The risk of no longer really reading. This is the most insidious one. Delegating synthesis means risking delegating understanding as well. If I never read a release note in full again, I'll lose the eye for detail, the ability to spot what matters on my own. The digest must stay an intake filter, not a substitute for reading.
What it replaces, and what it doesn't
This workflow replaces reading 3,000-word raw changelogs when I'm looking for two specific pieces of information. It also replaces manually synthesizing ten articles that all say the same thing in different words. It freed me from the obligation to read everything for fear of missing something.
It doesn't replace curiosity. If I don't ask "what changed in Go's memory management over the last two versions", no script will ask it for me. AI executes a process — it doesn't generate one.
It doesn't replace experimentation. Truly understanding a change in the Go scheduler means writing a benchmark, observing the behavior — not reading a summary.
It doesn't replace conversations between developers. The most useful tech watch I did this year was a thirty-minute conversation with another dev who had migrated a large PostgreSQL database to native partitioning.
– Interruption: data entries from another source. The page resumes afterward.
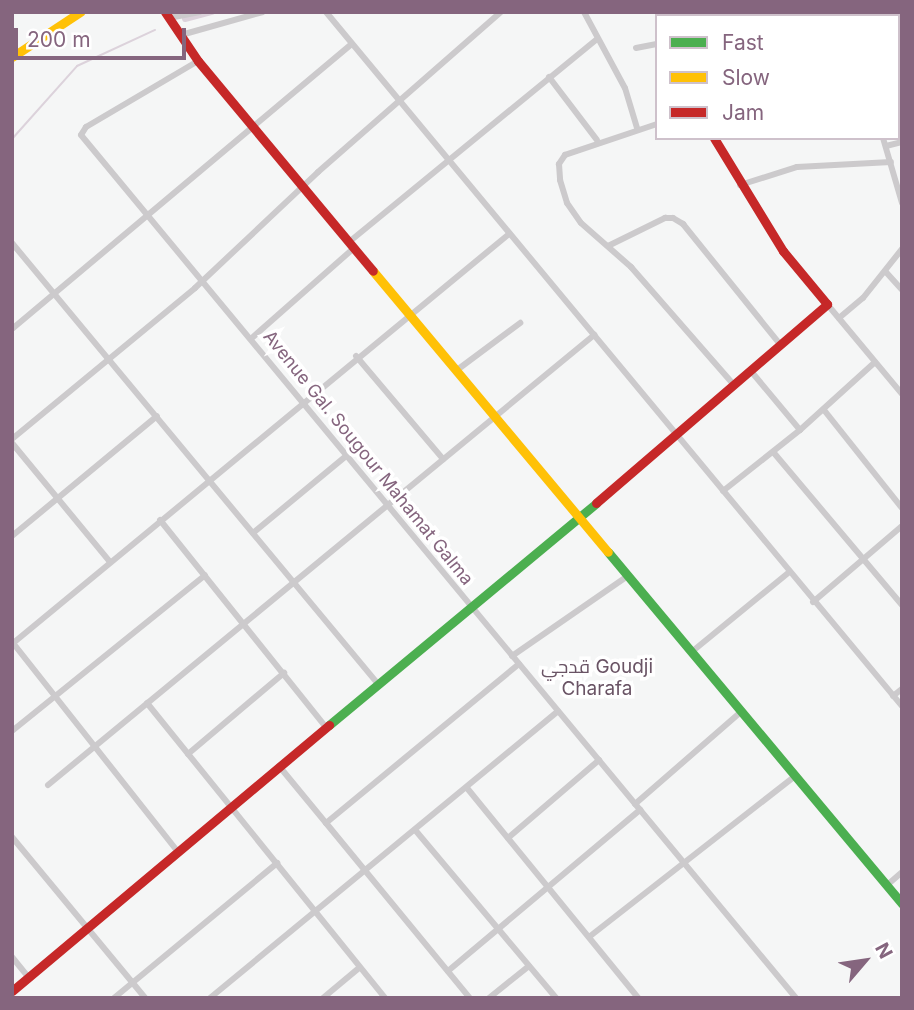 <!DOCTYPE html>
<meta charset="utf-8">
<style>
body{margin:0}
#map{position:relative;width:914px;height:1010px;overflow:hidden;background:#f5f6f6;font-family:Inter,Cairo,sans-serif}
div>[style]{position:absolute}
.stream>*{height:2px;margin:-1px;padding:0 1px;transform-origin:1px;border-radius:1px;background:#dcd2db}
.canal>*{height:6px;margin:-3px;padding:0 3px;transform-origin:3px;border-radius:3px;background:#dcd2db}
.street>*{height:6px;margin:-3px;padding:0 3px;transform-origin:3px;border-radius:3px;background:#cccacc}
.fast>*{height:9px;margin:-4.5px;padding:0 4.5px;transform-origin:4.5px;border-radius:4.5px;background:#4caf50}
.slow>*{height:9px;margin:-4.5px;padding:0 4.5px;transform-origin:4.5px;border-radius:4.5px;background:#ffc107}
.jam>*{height:9px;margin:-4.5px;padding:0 4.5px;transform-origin:4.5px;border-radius:4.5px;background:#c62828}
span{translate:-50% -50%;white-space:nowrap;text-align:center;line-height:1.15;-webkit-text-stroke:7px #fff;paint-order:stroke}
.street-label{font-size:18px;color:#85657e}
.neighbourhood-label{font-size:19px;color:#6a5465}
.frame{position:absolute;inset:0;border:14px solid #85657e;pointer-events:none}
.legend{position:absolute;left:655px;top:14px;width:245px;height:126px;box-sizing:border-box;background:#fff;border:2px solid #cec1cb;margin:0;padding:9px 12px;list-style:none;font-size:21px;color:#85657e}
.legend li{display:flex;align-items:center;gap:14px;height:35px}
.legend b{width:35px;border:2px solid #cec1cb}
.north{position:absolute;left:830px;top:926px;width:70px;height:70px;-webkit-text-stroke:5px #fff;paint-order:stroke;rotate:61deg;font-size:19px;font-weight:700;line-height:28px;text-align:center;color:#85657e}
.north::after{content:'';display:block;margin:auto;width:24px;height:32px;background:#85657e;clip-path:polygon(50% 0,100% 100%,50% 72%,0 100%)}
.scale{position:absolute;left:14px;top:28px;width:172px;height:32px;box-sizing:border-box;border:4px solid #85657e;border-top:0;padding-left:9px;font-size:21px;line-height:24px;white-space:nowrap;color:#85657e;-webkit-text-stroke:5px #fff;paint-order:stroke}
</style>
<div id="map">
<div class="stream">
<div style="left:12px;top:139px;width:98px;rotate:-48.3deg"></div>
<div style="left:77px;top:66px;width:86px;rotate:-24.8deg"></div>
</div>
<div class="canal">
<div style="left:185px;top:19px;width:28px;rotate:-15deg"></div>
</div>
<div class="street">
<div style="left:326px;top:12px;width:902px;rotate:50.31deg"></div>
<div style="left:584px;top:12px;width:86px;rotate:61.7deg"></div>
<div style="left:625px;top:88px;width:42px;rotate:73.3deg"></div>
<div style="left:852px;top:12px;width:4px;rotate:76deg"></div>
<div style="left:708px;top:16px;width:4px;rotate:-90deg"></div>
<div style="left:169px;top:18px;width:31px;rotate:-11deg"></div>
<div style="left:181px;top:35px;width:85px;rotate:-15.7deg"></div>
<div style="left:636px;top:48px;width:21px;rotate:-11deg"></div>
<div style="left:198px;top:61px;width:130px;rotate:149.5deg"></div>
<div style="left:86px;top:127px;width:9px;rotate:122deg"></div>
<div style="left:81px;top:135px;width:1121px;rotate:50.36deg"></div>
<div style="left:898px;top:72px;width:4px;rotate:-14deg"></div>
<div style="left:549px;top:77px;width:79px;rotate:52.7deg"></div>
<div style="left:657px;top:124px;width:97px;rotate:161.4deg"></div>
<div style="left:565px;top:155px;width:11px;rotate:124deg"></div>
<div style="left:559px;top:164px;width:16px;rotate:86deg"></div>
<div style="left:560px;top:180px;width:24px;rotate:73deg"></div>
<div style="left:567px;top:203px;width:24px;rotate:55deg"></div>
<div style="left:581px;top:223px;width:67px;rotate:41.3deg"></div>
<div style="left:631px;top:267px;width:155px;rotate:48.9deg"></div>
<div style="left:883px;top:138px;width:68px;rotate:73.7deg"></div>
<div style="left:886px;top:146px;width:16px;rotate:-14deg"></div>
<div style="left:740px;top:185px;width:60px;rotate:-17.5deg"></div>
<div style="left:797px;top:167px;width:94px;rotate:-3deg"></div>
<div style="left:349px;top:242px;width:319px;rotate:-39.3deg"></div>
<div style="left:12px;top:243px;width:573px;rotate:50.31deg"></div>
<div style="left:608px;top:246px;width:64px;rotate:-26.2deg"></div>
<div style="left:665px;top:218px;width:8px"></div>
<div style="left:673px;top:218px;width:12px;rotate:31deg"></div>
<div style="left:683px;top:224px;width:154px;rotate:51.1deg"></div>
<div style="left:885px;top:271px;width:25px;rotate:48deg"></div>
<div style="left:827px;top:304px;width:117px;rotate:50.2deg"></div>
<div style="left:839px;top:318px;width:31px;rotate:-40deg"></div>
<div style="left:863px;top:298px;width:63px;rotate:-51.5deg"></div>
<div style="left:12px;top:329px;width:442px;rotate:-40deg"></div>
<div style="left:253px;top:337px;width:135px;rotate:-41.4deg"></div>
<div style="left:356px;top:356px;width:135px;rotate:49.8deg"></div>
<div style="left:457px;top:370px;width:79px;rotate:-36.7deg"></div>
<div style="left:750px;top:370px;width:78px;rotate:50.2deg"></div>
<div style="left:824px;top:410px;width:125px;rotate:51.5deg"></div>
<div style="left:12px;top:439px;width:237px;rotate:-39.5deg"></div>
<div style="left:195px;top:288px;width:169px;rotate:-43.3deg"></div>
<div style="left:318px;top:172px;width:243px;rotate:-41.2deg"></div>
<div style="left:12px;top:443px;width:154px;rotate:50.5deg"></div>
<div style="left:774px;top:453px;width:199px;rotate:49.9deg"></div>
<div style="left:723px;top:491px;width:98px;rotate:-38.4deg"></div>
<div style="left:800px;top:430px;width:101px;rotate:-42.2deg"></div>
<div style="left:160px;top:520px;width:265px;rotate:51.3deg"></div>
<div style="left:253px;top:533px;width:121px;rotate:-39.6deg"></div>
<div style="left:12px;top:536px;width:188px;rotate:-39.6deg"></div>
<div style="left:813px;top:602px;width:117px;rotate:-40.5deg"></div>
<div style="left:13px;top:643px;width:266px;rotate:51.7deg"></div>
<div style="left:12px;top:644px;width:644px;rotate:-39.52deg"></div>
<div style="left:694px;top:650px;width:122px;rotate:-39.3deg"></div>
<div style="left:512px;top:656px;width:142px;rotate:-34.7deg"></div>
<div style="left:893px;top:696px;width:11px;rotate:-38deg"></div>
<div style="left:147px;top:703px;width:379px;rotate:51.1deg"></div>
<div style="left:12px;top:731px;width:248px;rotate:-38.9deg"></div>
<div style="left:188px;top:754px;width:126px;rotate:-40.2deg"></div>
<div style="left:279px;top:766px;width:74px;rotate:50.5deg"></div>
<div style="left:326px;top:823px;width:250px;rotate:-39.5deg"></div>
<div style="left:48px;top:785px;width:708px;rotate:-39.49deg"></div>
<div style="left:467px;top:788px;width:271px;rotate:50.8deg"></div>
<div style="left:635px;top:804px;width:142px;rotate:-41deg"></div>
<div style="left:326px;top:823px;width:227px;rotate:50.6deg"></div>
<div style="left:416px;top:831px;width:218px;rotate:50deg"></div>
<div style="left:12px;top:837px;width:209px;rotate:50.4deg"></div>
<div style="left:508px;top:838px;width:120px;rotate:-40.6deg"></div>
<div style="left:886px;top:886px;width:21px;rotate:-41deg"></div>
<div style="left:589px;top:937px;width:261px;rotate:-38deg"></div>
<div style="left:12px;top:957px;width:27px;rotate:51deg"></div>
<div style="left:448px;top:971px;width:251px;rotate:-40deg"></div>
<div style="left:114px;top:998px;width:212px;rotate:-39.6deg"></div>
<div style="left:210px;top:998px;width:451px;rotate:-39.5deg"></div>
<div style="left:323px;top:998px;width:47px;rotate:-39.8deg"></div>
<div style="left:489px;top:998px;width:51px;rotate:-38.7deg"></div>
</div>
<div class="fast">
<div style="left:608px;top:552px;width:459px;rotate:50.1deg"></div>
<div style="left:329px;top:725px;width:347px;rotate:-39.7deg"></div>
</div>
<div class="slow">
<div style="left:12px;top:57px;width:82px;rotate:-33.5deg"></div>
<div style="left:373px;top:271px;width:366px;rotate:50.1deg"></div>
</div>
<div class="jam">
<div style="left:165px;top:12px;width:59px;rotate:56deg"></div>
<div style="left:198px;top:61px;width:273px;rotate:50.2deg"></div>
<div style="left:596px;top:503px;width:305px;rotate:-40.7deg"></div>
<div style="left:827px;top:304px;width:69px;rotate:-129.7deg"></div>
<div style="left:783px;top:251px;width:132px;rotate:-121.4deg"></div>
<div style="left:12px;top:991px;width:414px;rotate:-40deg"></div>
</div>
<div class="street-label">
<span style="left:368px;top:458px;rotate:51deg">Avenue Gal. Sougour Mahamat Galma</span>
</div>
<div class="neighbourhood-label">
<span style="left:597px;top:678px">قدجي Goudji<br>Charafa</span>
</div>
<div class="frame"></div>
<ul class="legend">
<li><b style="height:9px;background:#4caf50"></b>Fast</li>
<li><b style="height:9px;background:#ffc107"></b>Slow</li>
<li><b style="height:9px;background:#c62828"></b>Jam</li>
</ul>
<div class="north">N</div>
<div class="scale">200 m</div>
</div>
No LLM could have given me the same nuance on what went wrong and why.
The real meta-observation: tech watch has always been a question of method. The best developers I know never had 47 RSS feeds — they had three carefully chosen sources they actually read. AI hasn't changed that fundamental principle. It just made it more visible by forcing me to formalize what I wanted to learn, for whom, and at what frequency. That might be the most lasting contribution.